I recently read a short book called Don’t Just Roll The Dice, available as a free pdf. The book is about different pricing models and how they work, why they work, the psychology of the different schemes, and how to choose the right model and prices for your business. The book primarily focused on software, but as a lot of hardware often now has a software connected component, it is still somewhat applicable. For example, the book talked about selling the Playstation and xBox as a loss leader but making up that revenue in increased game sales.
At around 70 pages, it’s a quick read; good if you have an hour to kill.
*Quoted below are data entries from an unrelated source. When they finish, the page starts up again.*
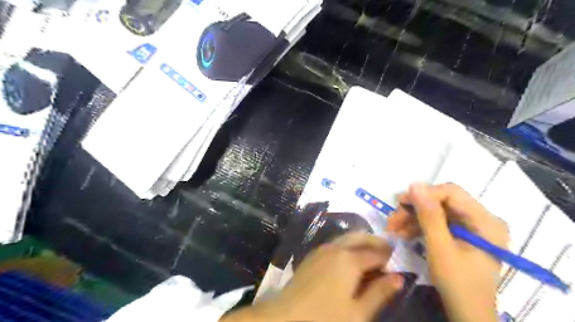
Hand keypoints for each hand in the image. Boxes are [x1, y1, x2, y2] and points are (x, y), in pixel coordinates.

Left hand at [220, 233, 403, 321]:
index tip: (400, 260)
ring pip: (347, 238)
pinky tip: (351, 259)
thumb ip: (380, 293)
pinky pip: (335, 244)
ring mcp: (322, 249)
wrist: (285, 317)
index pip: (376, 252)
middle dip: (376, 241)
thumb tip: (399, 278)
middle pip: (360, 237)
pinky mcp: (313, 255)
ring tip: (372, 255)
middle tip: (389, 252)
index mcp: (349, 259)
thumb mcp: (358, 312)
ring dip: (361, 242)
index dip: (389, 256)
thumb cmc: (326, 318)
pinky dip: (348, 246)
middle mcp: (336, 248)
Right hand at [385, 184, 506, 321]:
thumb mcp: (440, 248)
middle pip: (441, 201)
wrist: (467, 314)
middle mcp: (481, 219)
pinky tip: (403, 234)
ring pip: (435, 211)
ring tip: (392, 229)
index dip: (424, 195)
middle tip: (392, 220)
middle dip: (414, 209)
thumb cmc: (458, 283)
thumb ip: (429, 215)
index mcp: (486, 221)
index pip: (451, 193)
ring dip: (412, 218)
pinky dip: (418, 227)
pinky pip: (436, 222)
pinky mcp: (461, 234)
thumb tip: (414, 184)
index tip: (399, 203)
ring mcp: (471, 227)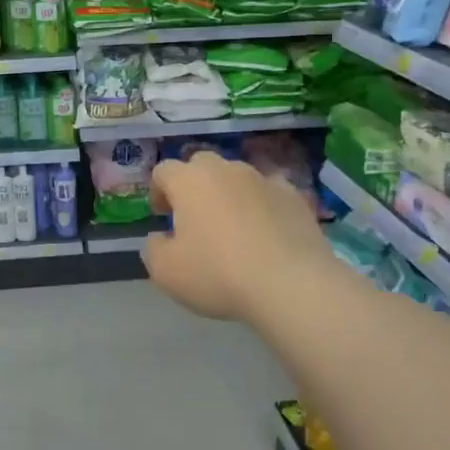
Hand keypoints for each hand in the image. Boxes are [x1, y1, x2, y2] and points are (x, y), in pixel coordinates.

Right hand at [142, 153, 337, 325]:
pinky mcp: (296, 197)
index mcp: (190, 181)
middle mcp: (226, 170)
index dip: (158, 191)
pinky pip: (269, 193)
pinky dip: (262, 206)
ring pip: (238, 177)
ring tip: (233, 228)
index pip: (164, 170)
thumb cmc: (217, 274)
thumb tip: (161, 237)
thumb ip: (154, 248)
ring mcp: (264, 180)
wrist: (291, 284)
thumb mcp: (165, 271)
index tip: (161, 216)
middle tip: (193, 217)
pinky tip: (265, 234)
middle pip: (202, 165)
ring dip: (228, 194)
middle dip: (193, 185)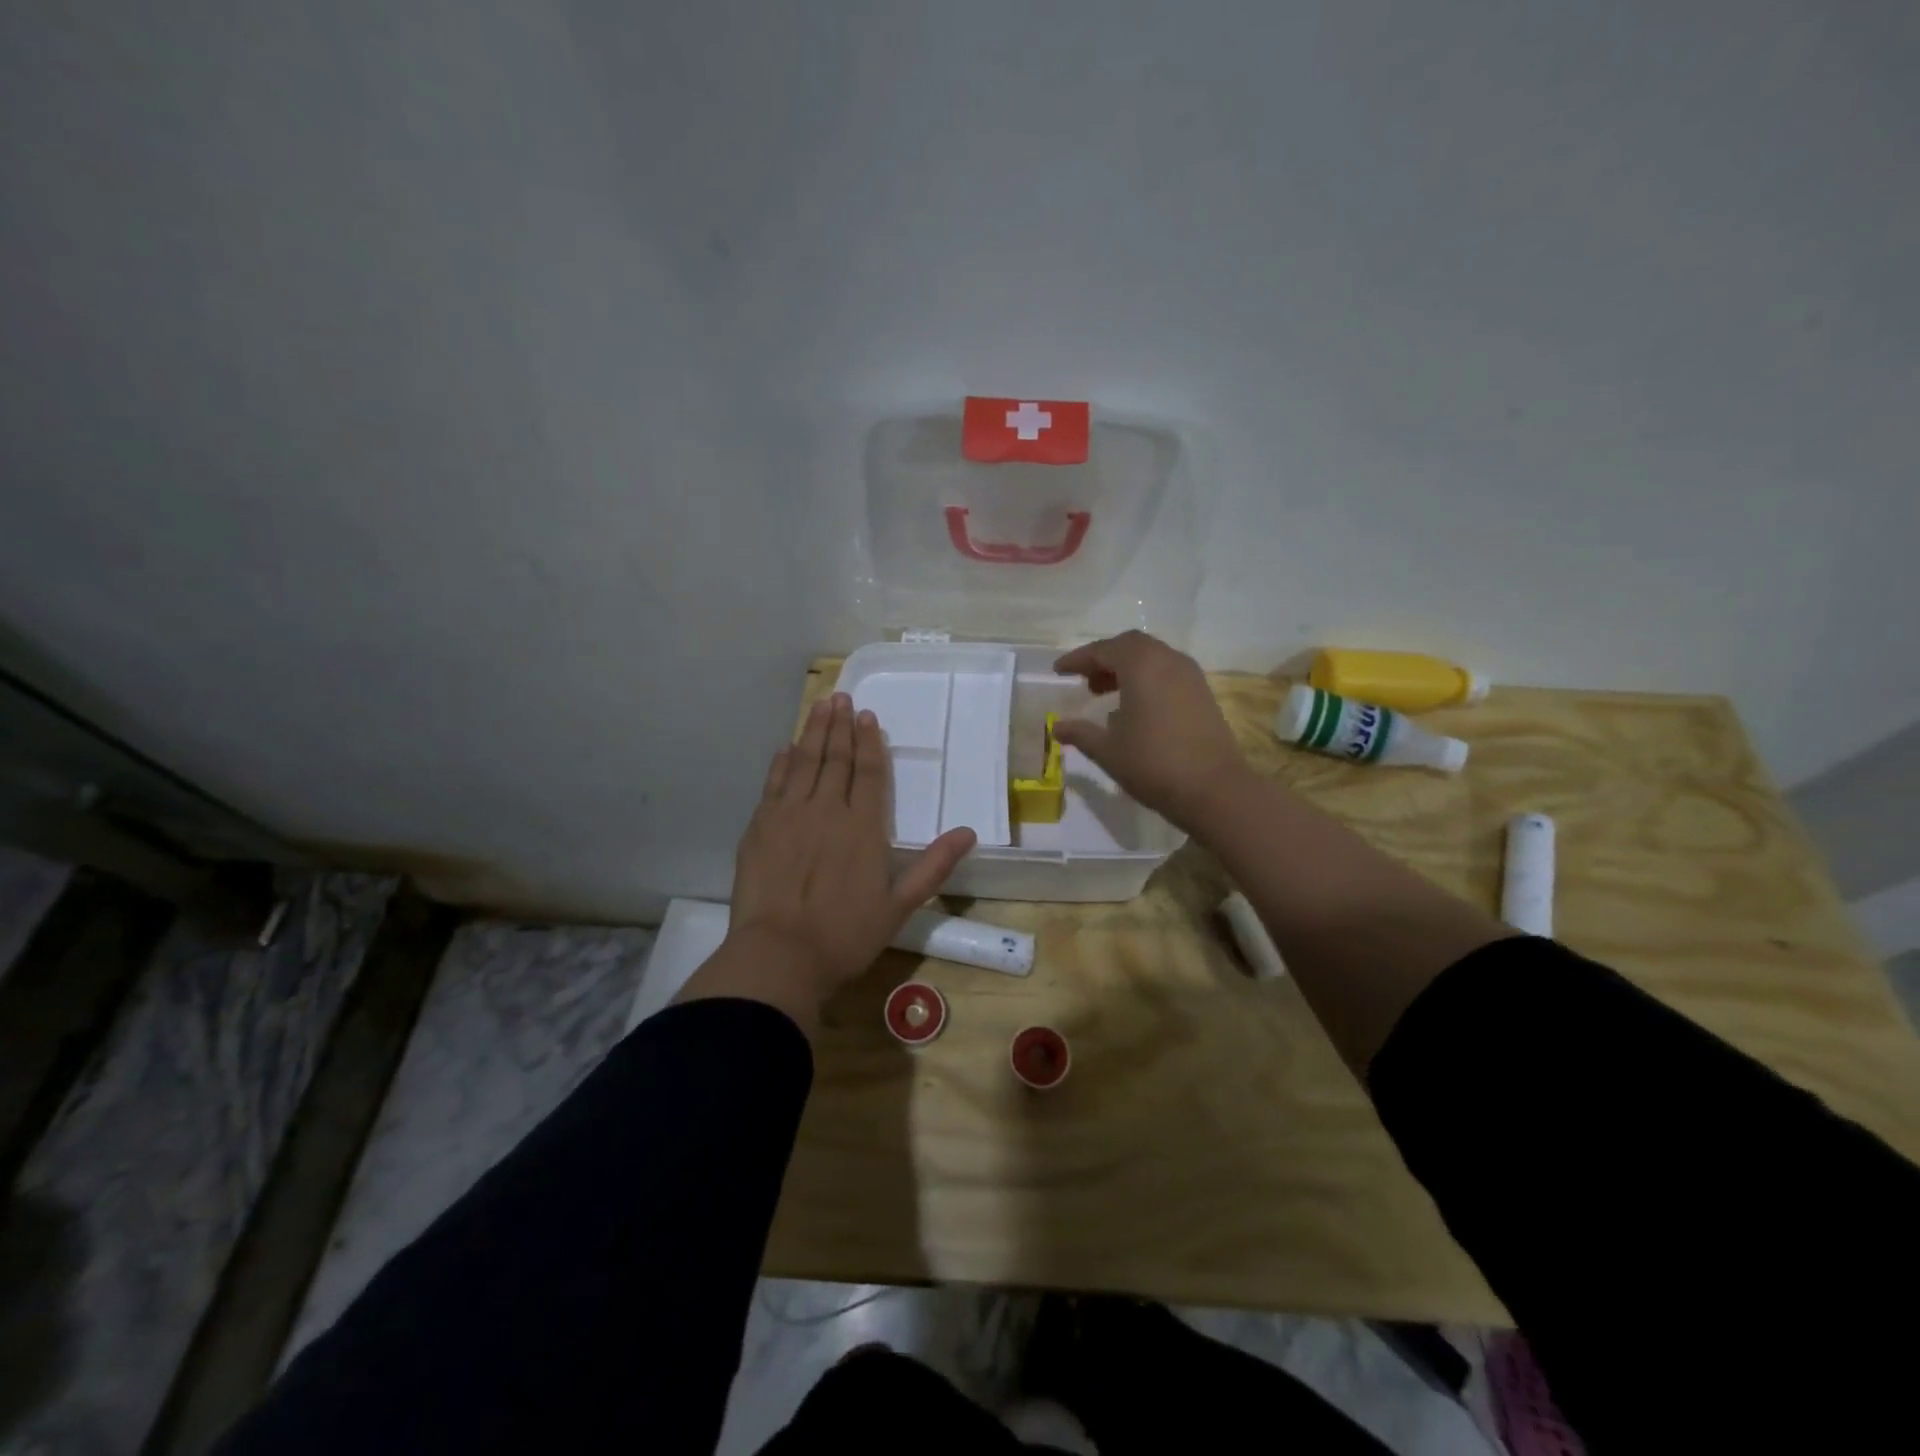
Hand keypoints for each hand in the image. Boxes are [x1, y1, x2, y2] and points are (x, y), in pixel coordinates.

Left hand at [678, 692, 975, 1032]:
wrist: (780, 955)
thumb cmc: (846, 935)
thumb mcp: (900, 906)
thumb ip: (934, 866)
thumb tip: (969, 832)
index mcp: (863, 827)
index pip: (869, 773)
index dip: (870, 743)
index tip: (867, 717)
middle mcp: (827, 810)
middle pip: (836, 760)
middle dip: (840, 727)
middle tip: (842, 697)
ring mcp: (789, 815)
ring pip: (804, 763)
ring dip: (813, 732)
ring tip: (820, 706)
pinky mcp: (760, 827)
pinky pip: (773, 784)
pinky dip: (780, 763)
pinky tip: (786, 747)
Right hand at [1052, 631, 1250, 832]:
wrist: (1214, 789)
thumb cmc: (1153, 764)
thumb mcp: (1107, 750)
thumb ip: (1080, 733)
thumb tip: (1057, 726)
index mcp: (1142, 665)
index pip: (1104, 650)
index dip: (1079, 659)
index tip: (1059, 671)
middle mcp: (1168, 661)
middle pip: (1131, 646)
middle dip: (1104, 659)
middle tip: (1084, 680)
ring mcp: (1191, 677)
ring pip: (1153, 658)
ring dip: (1126, 669)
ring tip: (1105, 694)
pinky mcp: (1203, 694)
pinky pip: (1168, 674)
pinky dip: (1147, 680)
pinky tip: (1135, 709)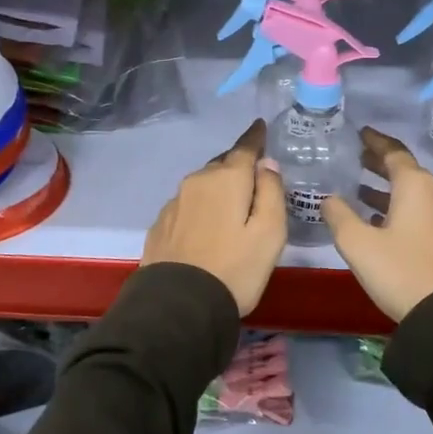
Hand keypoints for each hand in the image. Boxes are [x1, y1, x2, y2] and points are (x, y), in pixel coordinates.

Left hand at [141, 120, 286, 315]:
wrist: (178, 307)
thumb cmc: (235, 268)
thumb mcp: (270, 232)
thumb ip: (271, 192)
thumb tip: (265, 164)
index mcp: (226, 178)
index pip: (244, 147)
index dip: (255, 137)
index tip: (260, 126)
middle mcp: (197, 182)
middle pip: (222, 165)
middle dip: (238, 166)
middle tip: (254, 177)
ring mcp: (175, 203)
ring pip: (203, 185)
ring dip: (218, 188)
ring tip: (232, 205)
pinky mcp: (161, 225)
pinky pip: (188, 205)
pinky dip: (201, 207)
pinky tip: (207, 226)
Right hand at [322, 128, 432, 321]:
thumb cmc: (401, 270)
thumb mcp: (358, 244)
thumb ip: (339, 215)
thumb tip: (329, 199)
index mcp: (415, 185)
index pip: (393, 152)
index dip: (375, 142)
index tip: (361, 133)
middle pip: (406, 169)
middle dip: (380, 164)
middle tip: (358, 159)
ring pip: (415, 191)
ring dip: (390, 188)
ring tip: (362, 191)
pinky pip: (424, 208)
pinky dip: (402, 206)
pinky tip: (383, 220)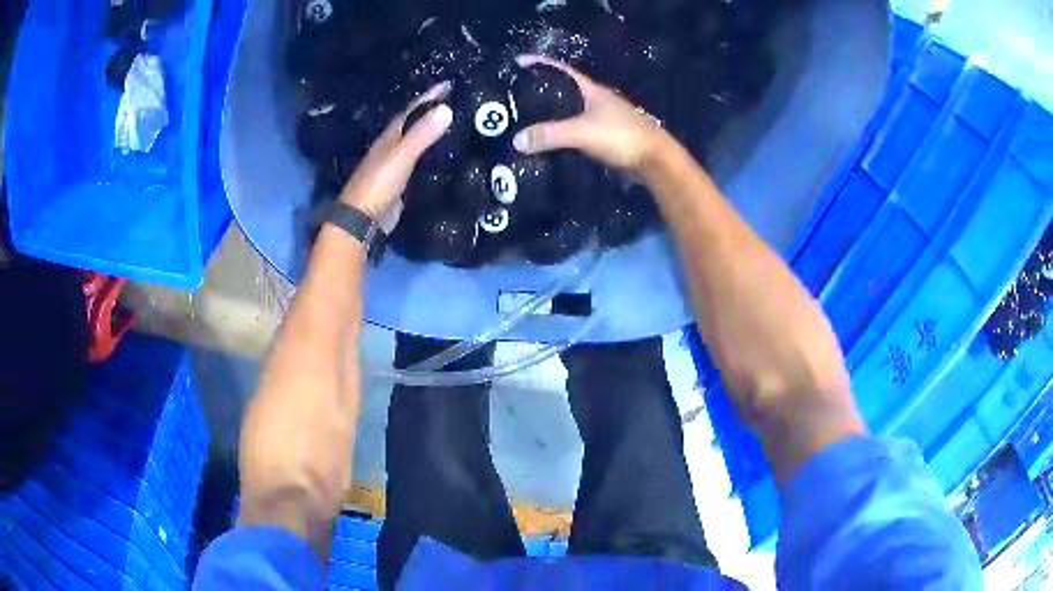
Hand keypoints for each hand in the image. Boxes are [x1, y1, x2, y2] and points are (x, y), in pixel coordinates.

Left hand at [339, 82, 453, 231]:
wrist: (361, 220)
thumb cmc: (379, 184)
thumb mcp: (402, 156)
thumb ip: (422, 134)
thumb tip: (447, 108)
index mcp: (389, 137)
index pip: (411, 111)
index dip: (428, 97)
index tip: (447, 84)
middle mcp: (389, 147)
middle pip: (411, 124)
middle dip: (429, 112)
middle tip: (451, 101)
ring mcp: (392, 166)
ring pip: (414, 143)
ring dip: (428, 132)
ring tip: (450, 125)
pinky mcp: (398, 183)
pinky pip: (416, 162)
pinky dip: (427, 154)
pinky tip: (439, 156)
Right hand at [511, 55, 663, 173]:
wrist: (654, 160)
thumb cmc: (621, 136)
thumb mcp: (582, 132)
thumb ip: (550, 134)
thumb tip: (517, 140)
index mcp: (590, 89)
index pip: (560, 69)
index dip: (539, 63)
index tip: (518, 61)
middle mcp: (594, 100)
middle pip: (562, 89)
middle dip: (540, 89)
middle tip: (514, 95)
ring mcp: (600, 118)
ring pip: (568, 111)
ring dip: (549, 113)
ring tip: (524, 118)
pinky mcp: (602, 136)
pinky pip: (573, 129)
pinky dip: (559, 132)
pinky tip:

The biggest lesson from the book is that you shouldn’t be afraid to just pick a price that you think makes sense and then experiment with it to maximize profit.
In the hardware world, things are in a lot of ways more complex than what the book described. There are so many extra costs that need to be considered that aren’t part of the physical product being manufactured. Things like shipping, tariffs, tax, support, returns, defective parts, assembly, licensing and certifications. Plus there are months of delays between making an order with the factory and getting the finished product delivered. There are people at every step who siphon off a chunk of the profit. There is a lot more risk that is outside your control. As a general rule, hardware pricing takes the cost of the goods sold and multiplies it by 3 or 4. That means every product you buy probably was produced for 1/3 to 1/4 of the price you paid, which is kind of amazing when you look at all the technology packed into a TV or computer. But all that markup is necessary because moving physical things around is expensive.